I am excited for you about this life altering experience you are living; education is the key to a healthy understanding of ourselves and others. However, I implore you to look deeper into this experience and keep your eyes open for the truth and not just accept what you read in a book or from a wall. In other words, ask yourself “what can I do to help?”
Yes, Martin Luther King was a hero in the eyes of many races, but did you know he was also accused of being a terrorist and not just by whites? He would insight enough anger that riots were started, the police would get involved and people were killed as a result. Was that the best he could do?
After the riots and killings MLK’s words of change sent the blacks and whites away from the demonstration with their heads in their hands, blood on their bodies and not to mention, so many dead.
Is this how we should continue to act today, with violence? How can we change the fact that we are white? Should we be martyrs for people who continue to kill each other? What needs to be done?
Well, can we be part of the solution by continuing to kill our own people? Maybe we should have more riots that leaves us feeling defeated.
Your words below concerned me when I read them. Shall I apologize to the world that I’m white? Should I maybe carry the shame of my ancestors?
Shall I forget the importance of the Holocaust? What? And no, I was not advantaged or privileged because I’m white. I was sitting next to a black woman at my college graduation. I paid for my degree, she however, had her graduation paid for at someone else’s expense.

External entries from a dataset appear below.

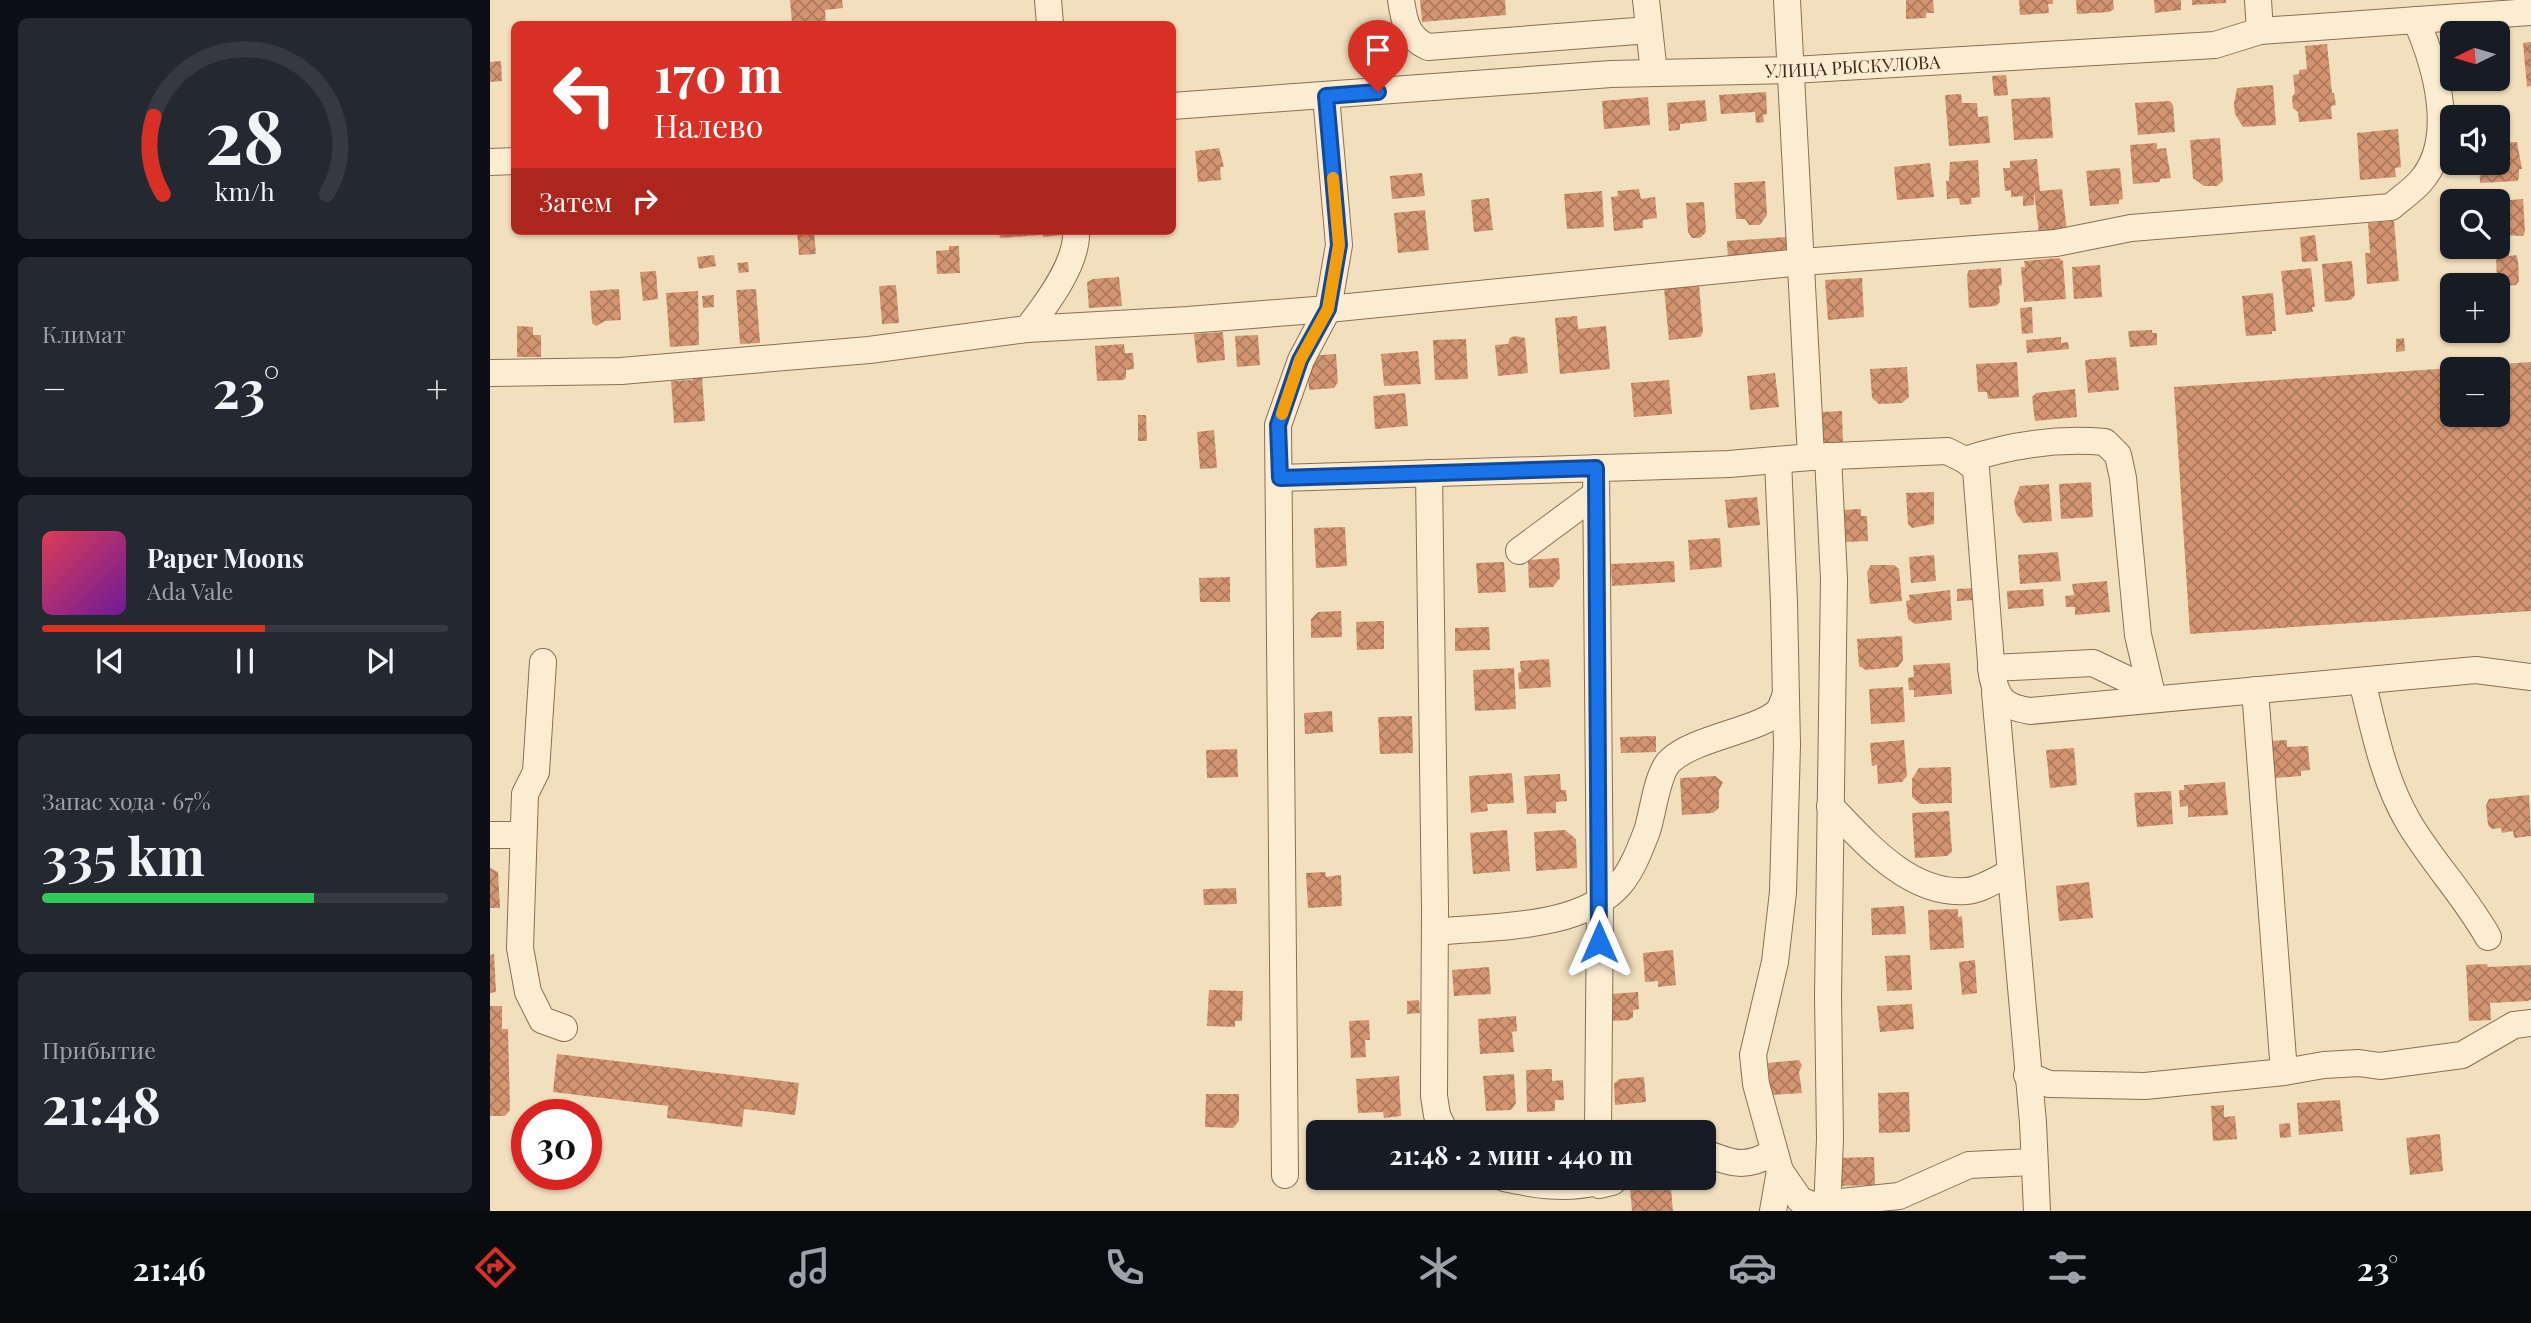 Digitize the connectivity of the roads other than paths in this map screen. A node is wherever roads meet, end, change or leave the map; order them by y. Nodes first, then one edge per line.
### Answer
1 (1048, 0) edge
2 (1401, 0) edge
3 (1646, 0) edge
4 (1787, 0) edge
5 (2258, 0) edge
6 (2531, 12) edge
7 (2416, 20) junction
8 (1049, 21) edge
9 (2260, 31) junction
10 (1651, 52) junction
11 (1793, 70) junction
12 (1326, 96) junction
13 (1176, 106) edge
14 (511, 160) edge
15 (490, 162) edge
16 (1076, 235) edge
17 (1802, 262) junction
18 (1328, 309) junction
19 (1027, 329) junction
20 (490, 373) edge
21 (1819, 456) junction
22 (1778, 460) junction
23 (1965, 460) junction
24 (1429, 473) junction
25 (1280, 478) junction
26 (1596, 481) junction
27 (1519, 551) dead end
28 (543, 662) dead end
29 (2531, 677) edge
30 (1993, 680) junction
31 (2362, 681) junction
32 (2150, 689) junction
33 (2255, 690) junction
34 (1786, 694) junction
35 (1830, 806) junction
36 (490, 835) edge
37 (523, 835) junction
38 (2010, 873) junction
39 (1600, 901) junction
40 (1435, 932) junction
41 (2488, 937) dead end
42 (2531, 1023) edge
43 (564, 1028) dead end
44 (2284, 1072) junction
45 (2027, 1075) junction
46 (1439, 1120) edge
47 (1598, 1120) edge
48 (1716, 1156) edge
49 (1777, 1162) junction
50 (2033, 1162) junction
51 (1285, 1175) dead end
52 (1827, 1207) edge
53 (1773, 1211) edge
54 (2037, 1211) edge

1 - 8 street
2 - 10 street
3 - 10 street
4 - 11 street
5 - 9 street
6 - 7 street, УЛИЦА РЫСКУЛОВА
7 - 9 street, УЛИЦА РЫСКУЛОВА
7 - 17 street
9 - 11 street, УЛИЦА РЫСКУЛОВА
10 - 11 street, УЛИЦА РЫСКУЛОВА
10 - 12 street, УЛИЦА РЫСКУЛОВА
11 - 17 street
12 - 13 street, УЛИЦА РЫСКУЛОВА
12 - 18 street
14 - 15 street
16 - 19 street
17 - 18 street
17 - 21 street
18 - 19 street
18 - 25 street
19 - 20 street
21 - 22 street
21 - 23 street
21 - 35 street
22 - 26 street
22 - 34 street
23 - 30 street
23 - 32 street
24 - 25 street
24 - 26 street
24 - 40 street
25 - 51 street
26 - 27 street
26 - 39 street
28 - 37 street
29 - 31 street
30 - 32 street
30 - 32 street
30 - 38 street
31 - 33 street
31 - 41 street
32 - 33 street
33 - 44 street
34 - 39 street
34 - 49 street
35 - 38 street
35 - 52 street
36 - 37 street
37 - 43 street
38 - 45 street
39 - 40 street
39 - 47 street
40 - 46 street
42 - 44 street
44 - 45 street
45 - 50 street
48 - 49 street
49 - 52 street
49 - 53 street
50 - 52 street
50 - 54 street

She didn’t thank me for working to help pay for her education; she owed me nothing nor I her.
As you have written, “White people, it is beyond time for us to step up and recognize our privilege comes at the expense of “others” who are not white, who did not and do not get the exceptional advantages we have been handed simply because we were born white and not black or brown, Muslim or Asian.” Annie, I am sure I am NOT the only reader of your blog that felt compelled to offer my opinion.
Amazing… heart-breaking really, especially the ship image. Man’s inhumanity to man exemplified.

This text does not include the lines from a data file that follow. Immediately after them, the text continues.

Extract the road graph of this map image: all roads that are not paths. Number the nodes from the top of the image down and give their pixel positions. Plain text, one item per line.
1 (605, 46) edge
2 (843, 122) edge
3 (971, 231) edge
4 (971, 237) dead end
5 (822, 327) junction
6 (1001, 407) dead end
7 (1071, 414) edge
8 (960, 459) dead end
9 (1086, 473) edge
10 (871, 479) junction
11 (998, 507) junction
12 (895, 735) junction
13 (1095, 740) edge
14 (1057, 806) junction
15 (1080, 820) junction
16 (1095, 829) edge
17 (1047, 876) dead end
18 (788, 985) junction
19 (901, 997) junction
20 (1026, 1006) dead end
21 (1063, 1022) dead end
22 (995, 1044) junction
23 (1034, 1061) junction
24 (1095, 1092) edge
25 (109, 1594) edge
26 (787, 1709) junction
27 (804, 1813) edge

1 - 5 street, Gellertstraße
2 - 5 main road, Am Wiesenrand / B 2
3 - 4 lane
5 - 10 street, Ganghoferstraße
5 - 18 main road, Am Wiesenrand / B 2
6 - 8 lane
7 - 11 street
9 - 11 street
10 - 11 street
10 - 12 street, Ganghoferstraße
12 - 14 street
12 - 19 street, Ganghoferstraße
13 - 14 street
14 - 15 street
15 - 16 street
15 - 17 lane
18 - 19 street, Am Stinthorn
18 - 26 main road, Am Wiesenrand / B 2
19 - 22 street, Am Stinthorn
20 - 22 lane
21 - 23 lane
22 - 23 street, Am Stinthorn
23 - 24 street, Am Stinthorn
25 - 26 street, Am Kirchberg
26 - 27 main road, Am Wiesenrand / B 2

I hope they are, but since so many textbooks are content-controlled by Texas board of education, it’s probably not a reasonable hope. The history is there if we look, so let’s try to bring facts to the surface as much as we can so that all of us can learn (or unlearn what we were taught in school!).

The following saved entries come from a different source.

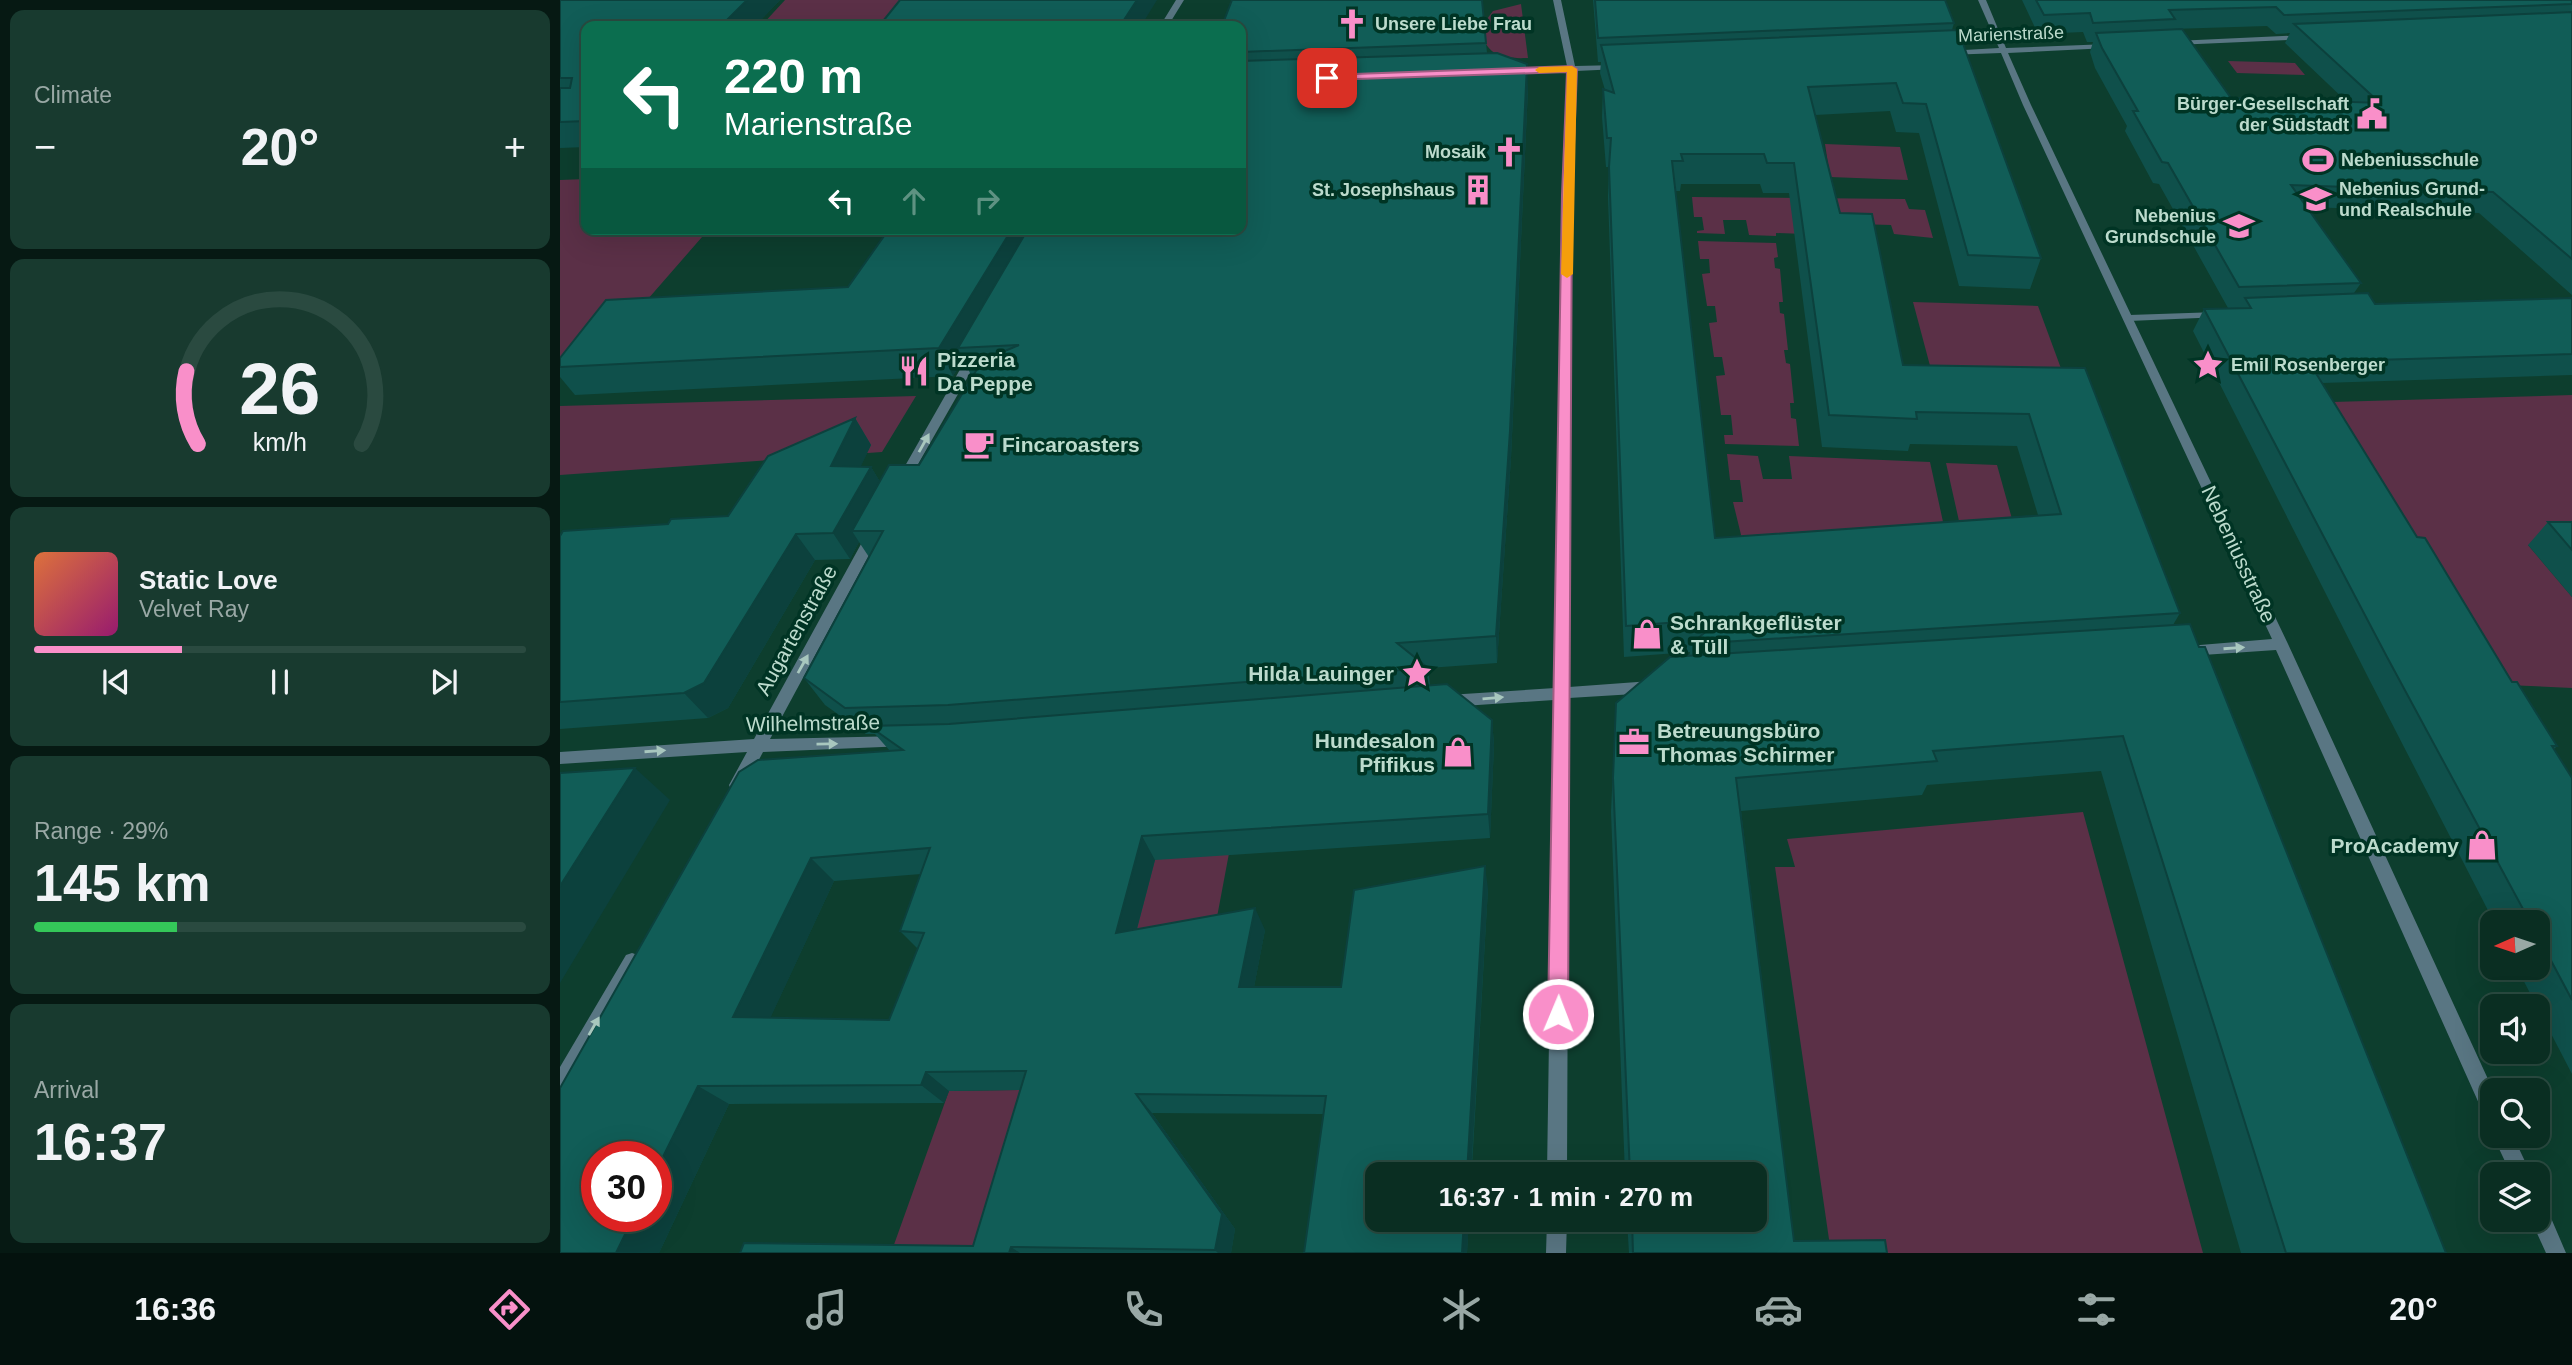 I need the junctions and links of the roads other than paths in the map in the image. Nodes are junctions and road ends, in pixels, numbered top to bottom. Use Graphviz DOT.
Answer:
graph roads {
  1 [pos="1180,0"];
  2 [pos="1557,0"];
  3 [pos="1982,0"];
  4 [pos="1167,21"];
  5 [pos="2317,37"];
  6 [pos="2170,43"];
  7 [pos="2117,45"];
  8 [pos="2003,50"];
  9 [pos="1930,53"];
  10 [pos="1626,67"];
  11 [pos="1572,69"];
  12 [pos="1494,72"];
  13 [pos="2226,314"];
  14 [pos="2129,318"];
  15 [pos="982,340"];
  16 [pos="900,487"];
  17 [pos="879,524"];
  18 [pos="2281,645"];
  19 [pos="2177,652"];
  20 [pos="1671,685"];
  21 [pos="1560,692"];
  22 [pos="1437,702"];
  23 [pos="911,742"];
  24 [pos="758,745"];
  25 [pos="560,758"];
  26 [pos="728,802"];
  27 [pos="642,945"];
  28 [pos="2480,1084"];
  29 [pos="560,1085"];
  30 [pos="1557,1162"];
  31 [pos="1557,1232"];
  32 [pos="2547,1232"];
  33 [pos="1556,1253"];
  34 [pos="2556,1253"];
  1 -- 4 [label="street"];
  2 -- 11 [label="street"];
  3 -- 8 [label="street, Nebeniusstraße"];
  5 -- 6 [label="street"];
  7 -- 8 [label="street, Marienstraße"];
  8 -- 9 [label="street, Marienstraße"];
  8 -- 14 [label="street, Nebeniusstraße"];
  10 -- 11 [label="street"];
  11 -- 12 [label="street"];
  11 -- 21 [label="street"];
  13 -- 14 [label="street"];
  14 -- 18 [label="street, Nebeniusstraße"];
  16 -- 15 [label="street, one-way"];
  24 -- 17 [label="street, Augartenstraße, one-way"];
  19 -- 18 [label="street, one-way"];
  18 -- 28 [label="street, Nebeniusstraße"];
  20 -- 21 [label="street"];
  22 -- 21 [label="street, one-way"];
  21 -- 30 [label="street"];
  24 -- 23 [label="street, Wilhelmstraße, one-way"];
  25 -- 24 [label="street, Wilhelmstraße, one-way"];
  24 -- 26 [label="street, Augartenstraße"];
  29 -- 27 [label="street, one-way"];
  31 -- 33 [label="street"];
  32 -- 34 [label="street"];
}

Oh, I’ll have to check Barkow out. The documentary 13th had some mind-boggling statistics and really showed how the “war on drugs” was really a war on blacks/minorities. The complicity of large corporations and government law-making is something I’m still wrapping my head around.
Hi, Toni, just click on the phrase – the link is underlined but it is hard to see with the color scheme 🙁
Thanks, Annie. We should have started learning this history and lessons many years ago. It was just scratching the surface. Wonder if students now are learning at a level of truth and understanding.
I can’t see the link to your booklist
Great blog. I have read a few of the books on your reading list. I will be sure to read some of the others. I just finished Prisoners of Politics. Barkow it was another good one on mass incarceration.